Western action films are a classic rough and tough form of entertainment that can be enjoyed by young and old. The stories are full of colourful characters, interesting plots, and absurd fight scenes. Virtuous Western captures the essence of the theme with its bright pixel world and gunslinging fights.
Developed by Nibb Games and published by Ratalaika Games, this is a Western-inspired action-puzzle title. With fixed-screen stages to overcome and some logic-based puzzles to complete, this will have you leaping, shooting, and dodging your way to victory.
Virtuous Western has a generous learning curve.

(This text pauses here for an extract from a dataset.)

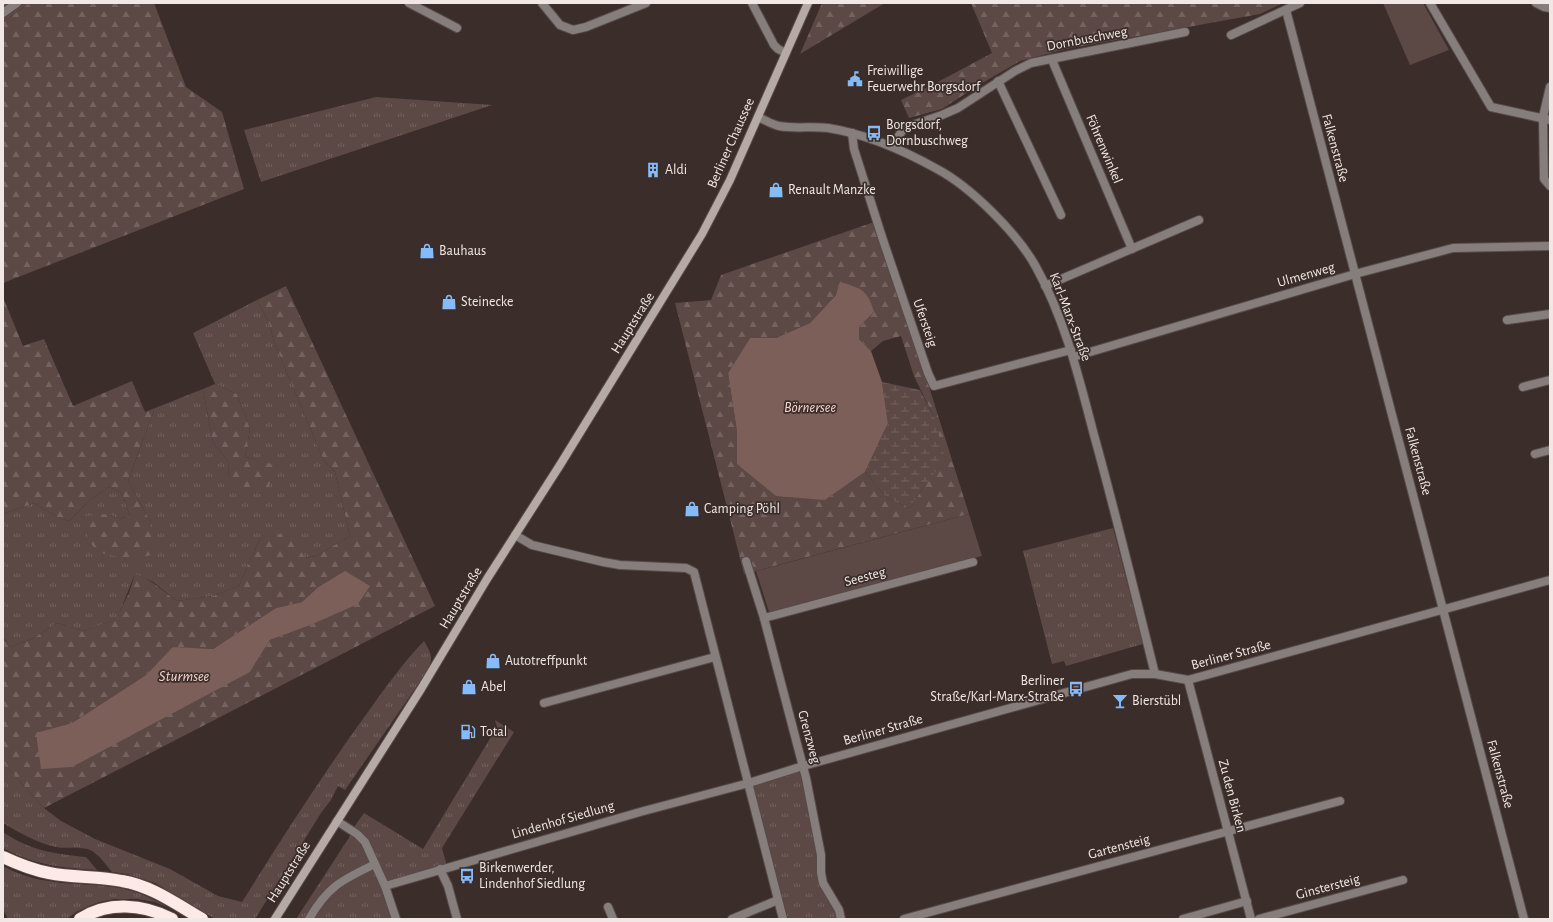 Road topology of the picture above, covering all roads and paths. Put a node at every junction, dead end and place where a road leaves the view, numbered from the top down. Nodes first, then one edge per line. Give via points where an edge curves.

Virtuous Western spans thirty sun-drenched stages and has a speedrun mode to enhance the game’s difficulty. The story revolves around a cowboy who chases a horse thief after he steals his prized stallion. Unhappy to have his property stolen, the hero stops at nothing to be reunited with his ride. The aim of the game is straightforward, as you simply must annihilate every cowboy you encounter. How you do this is your choice, but you must avoid being shot as one bullet will kill you!
The game starts easily and gradually builds in difficulty! Your revolver starts with no ammo and you must scour the stage to pick up bullets to shoot your foes. With a limited amount of ammo at hand, you must use the scenery and your enemies wisely to succeed.
You have as much time as you wish to scan the scene, so use it to plan your approach and complete each stage. Shoot the chains that hold up dangling boulders, or get your enemies to kill one another. The choice is yours and sometimes more than one opportunity arises for you to complete each level.
Its simplicity lets it down.
I liked the concept behind Virtuous Western, but its simplicity lets it down. The game fails to evolve past its basic premise and this stunts its growth. I would have loved to see more complex problems introduced but the game plateaus early on. You do, however, encounter tougher opponents, TNT crates, and sticks of dynamite, but this sadly doesn’t add to the excitement. This doesn’t mean it lacks fun, or it isn’t worthy of your time. No, it just won’t test you.
Where it excels and tests you are the speedrun sections. This hectic mode pushes you to remember how to complete each stage flawlessly, and it keeps you on your toes. This is where the developers should have invested their energy, as the gameplay would have been excellent as a completely hardcore speedrun title.
Virtuous Western uses a simple pixel art style.
The simplicity of the imagery and the fixed-screen perspective worked really well. The retro style and colourful backdrops were nice to look at, and each stage was well laid out. Thanks to its lack of complexity, I could easily plan how to overcome the obstacles I encountered.
The audio uses every clichéd trick in the book to enhance the Western theme. With its dramatic soundtrack that reminds you of John Wayne, to its booming revolver sound effect, you’ll be transported to the dangerous plains of those lawless lands.
You’ll be wielding a revolver in no time.
With limited buttons to use and straightforward controls to master, you’ll be wielding your revolver like a pro in no time. With three commands to learn that are responsive, you’ll have no issues becoming the cowboy/girl of your dreams.
If you enjoy the challenge of speedrunning, then you’ll get hooked on Virtuous Western’s fast-paced secondary mode. However, if this doesn’t float your boat, you’ll experience a fun title that offers little reason to return. Its small achievement list is completed with ease and this reduces the longevity exponentially.
Virtuous Western is not challenging enough.
I’m not a gamer who needs a Dark Souls or Super Meat Boy level difficulty. However, I want my games to test me in the latter stages. Sadly, Virtuous Western rarely challenges, and this was disappointing. Though I wanted more, I enjoyed the theme, presentation, and the speedrun mode, and therefore I recommend you buy it here! Grab your pistol, solve the puzzles, and shoot your foes.